Se è vero che sin dall’epoca romana fu zona al di fuori delle mura, è altrettanto vero che essa fu sempre un punto strategico di accesso per le strade che giungevano da Genova e Piacenza. Per arrivare alla Porta Fibellona, ora Piazza Castello, fino al 1400 l’attraversamento del Po avveniva attraverso un rudimentale ponte di legno oppure con un traghetto a pedaggio. Poi, nel 1405 fu costruito il primo ponte di pietra, abbattuto e sostituito solo quattrocento anni più tardi dal ponte napoleonico ancora in utilizzo oggi.
A partire dalla prima metà dell’800, con la fine di Napoleone e il ritorno del regno Sabaudo, il borgo ebbe una veloce espansione economica che incluse la nascita di numerose attività commerciali e benefiche e la costruzione della sontuosa Chiesa della Gran Madre di Dio, in stile Pantheon di Roma. Nei decenni che seguirono un nuovo impianto urbanistico trasformò completamente la fisionomia del quartiere e molte piccole abitazioni residenziali private in stile Liberty gli diedero l’elegante e signorile aspetto attuale.

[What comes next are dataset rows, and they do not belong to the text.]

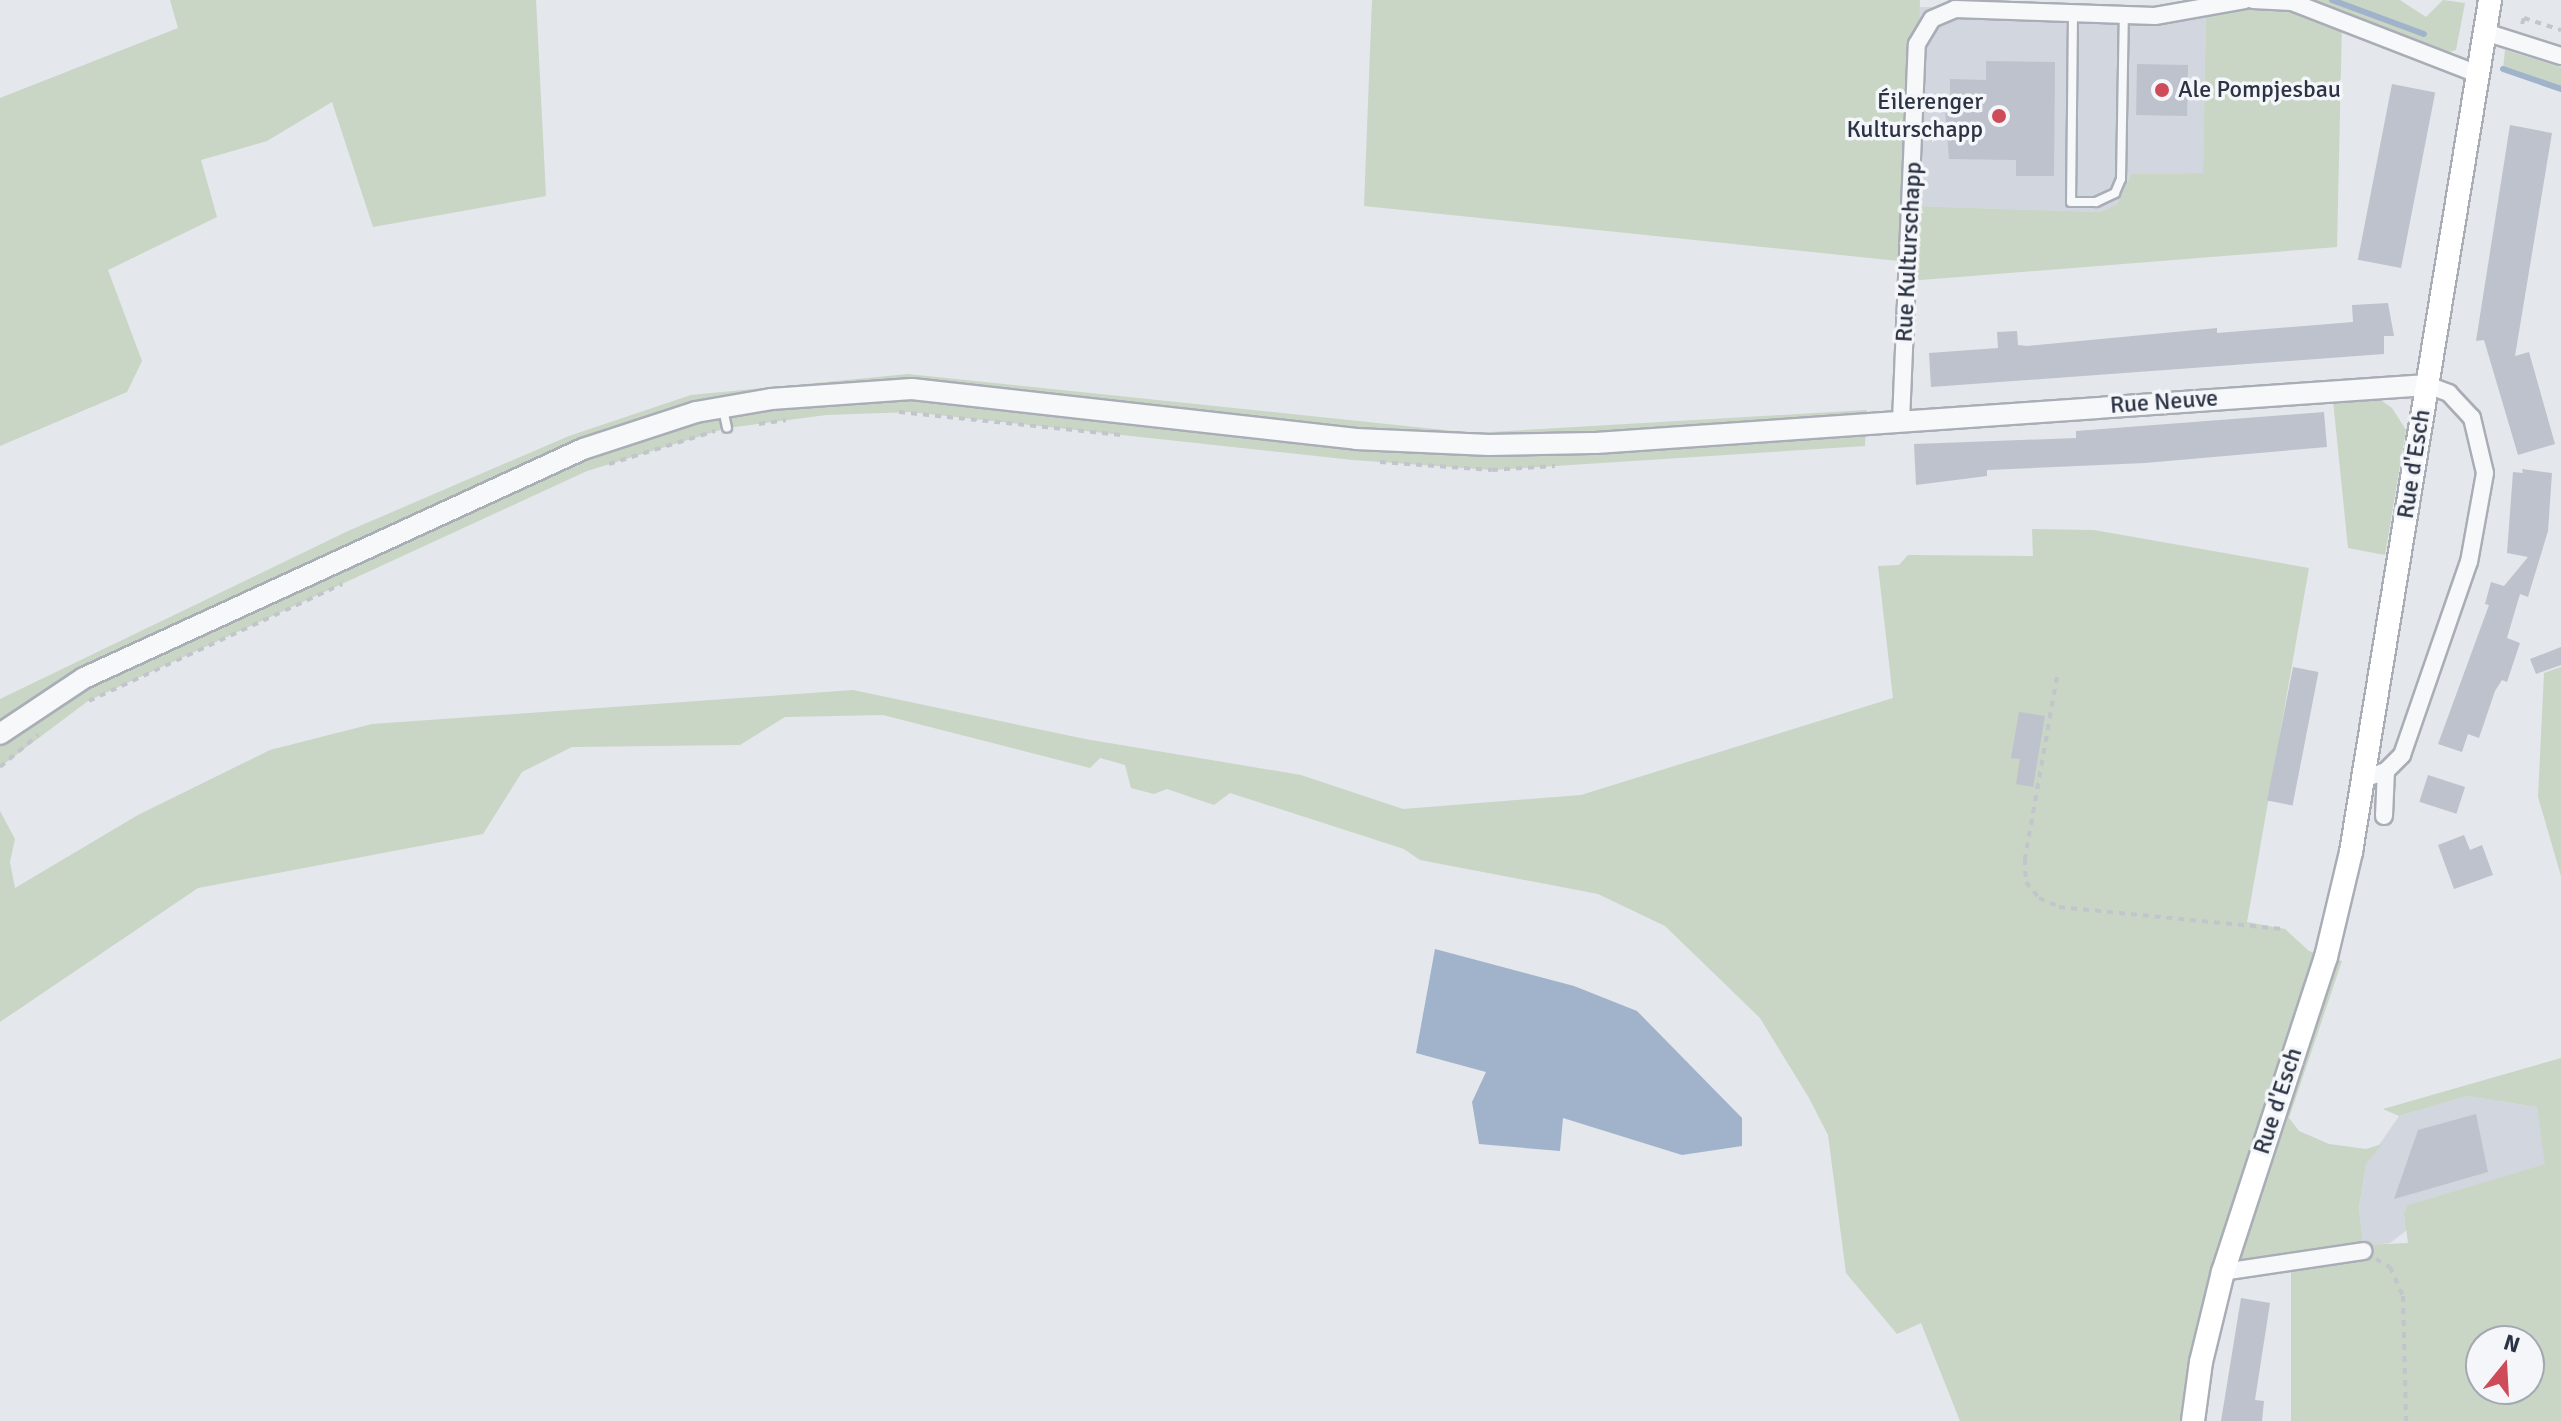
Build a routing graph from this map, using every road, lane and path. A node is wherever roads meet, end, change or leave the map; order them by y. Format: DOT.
graph roads {
  1 [pos="2245,0"];
  2 [pos="2253,0"];
  3 [pos="2490,0"];
  4 [pos="2073,14"];
  5 [pos="2124,15"];
  6 [pos="2485,32"];
  7 [pos="2561,56"];
  8 [pos="2478,74"];
  9 [pos="2427,385"];
  10 [pos="896,412"];
  11 [pos="725,418"];
  12 [pos="798,419"];
  13 [pos="1901,421"];
  14 [pos="1132,436"];
  15 [pos="1369,462"];
  16 [pos="1570,465"];
  17 [pos="601,466"];
  18 [pos="345,583"];
  19 [pos="2057,677"];
  20 [pos="75,710"];
  21 [pos="48,726"];
  22 [pos="0,734"];
  23 [pos="0,767"];
  24 [pos="2386,771"];
  25 [pos="2361,780"];
  26 [pos="2384,816"];
  27 [pos="2285,929"];
  28 [pos="2363,1251"];
  29 [pos="2223,1272"];
  30 [pos="2193,1421"];
  31 [pos="2406,1421"];
  1 -- 5 [label="street, Rue Kulturschapp"];
  2 -- 8 [label="street"];
  3 -- 6 [label="main road, Rue d'Esch"];
  4 -- 5 [label="street, Rue Kulturschapp"];
  4 -- 5 [label="lane"];
  4 -- 13 [label="street, Rue Kulturschapp"];
  6 -- 7 [label="street"];
  6 -- 8 [label="main road, Rue d'Esch"];
  8 -- 9 [label="main road, Rue d'Esch"];
  9 -- 13 [label="street, Rue Neuve"];
  9 -- 24 [label="street, Rue d'Esch"];
  9 -- 25 [label="main road, Rue d'Esch"];
  10 -- 14 [label="path"];
  11 -- 12 [label="path"];
  11 -- 13 [label="street, Rue Neuve"];
  11 -- 17 [label="path"];
  11 -- 22 [label="street, Rue Neuve"];
  15 -- 16 [label="path"];
  18 -- 20 [label="path"];
  19 -- 27 [label="path"];
  21 -- 23 [label="path"];
  24 -- 25 [label="street"];
  24 -- 26 [label="street"];
  25 -- 29 [label="main road, Rue d'Esch"];
  28 -- 29 [label="street"];
  28 -- 31 [label="path"];
  29 -- 30 [label="main road, Rue d'Esch"];
}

È su cinque di queste palazzine, tra Via Segurana, Via Lanfranchi e via Mancini, che si possono notare dei curiosi bassorilievi, identici tra loro, raffiguranti un veliero.
Data la peculiarità dell’area… gli appassionati di esoterismo ci si sono gettati a capofitto e li hanno immediatamente paragonati alla scultura del veliero della parigina “Fontana del Vertbois”, che un riconosciuto, ma di identità ignota, grande alchimista operativo di inizio ‘900, Fulcanelli, aveva inserito nel suo libro “Le Dimore Filosofali”,
Quel veliero, secondo lui, raffigura la nave degli Argonauti e il grosso masso legato visibile sotto la vela centrale, sarebbe stato la Pietra Filosofale. Dunque, nel suo insieme la figura rappresenterebbe niente meno che l’Opera Alchemica.
Fulcanelli scrisse: “Certo potremmo mettere in dubbio la giustezza della nostra osservazione, e là dove riconosciamo una pietra enorme, agganciata al bastimento con il quale fa corpo, non notare che un ordinario fagotto di qualunque mercanzia”. Poi però prosegue, per ribadire la sua interpretazione: “… il vascello, visto da dietro, sembra allontanarsi dall’osservatore e mostra che il suo spostamento è assicurato dalla vela di mezzana, ad esclusione delle altre… Ora, i cabalisti scrivono mezzana (artimon) e pronunciano “antémon” o ”antimon”, vocabolo dietro cui essi nascondono il nome del soggetto dei saggi”.
Non è possibile, ovviamente, confutare l’interpretazione di un sì dotto studioso, ma non possiamo non notare, anche da una rapida e superficiale osservazione, che risulta evidente quanto le raffigurazioni dei velieri di Torino e quello parigino siano molto diverse tra loro.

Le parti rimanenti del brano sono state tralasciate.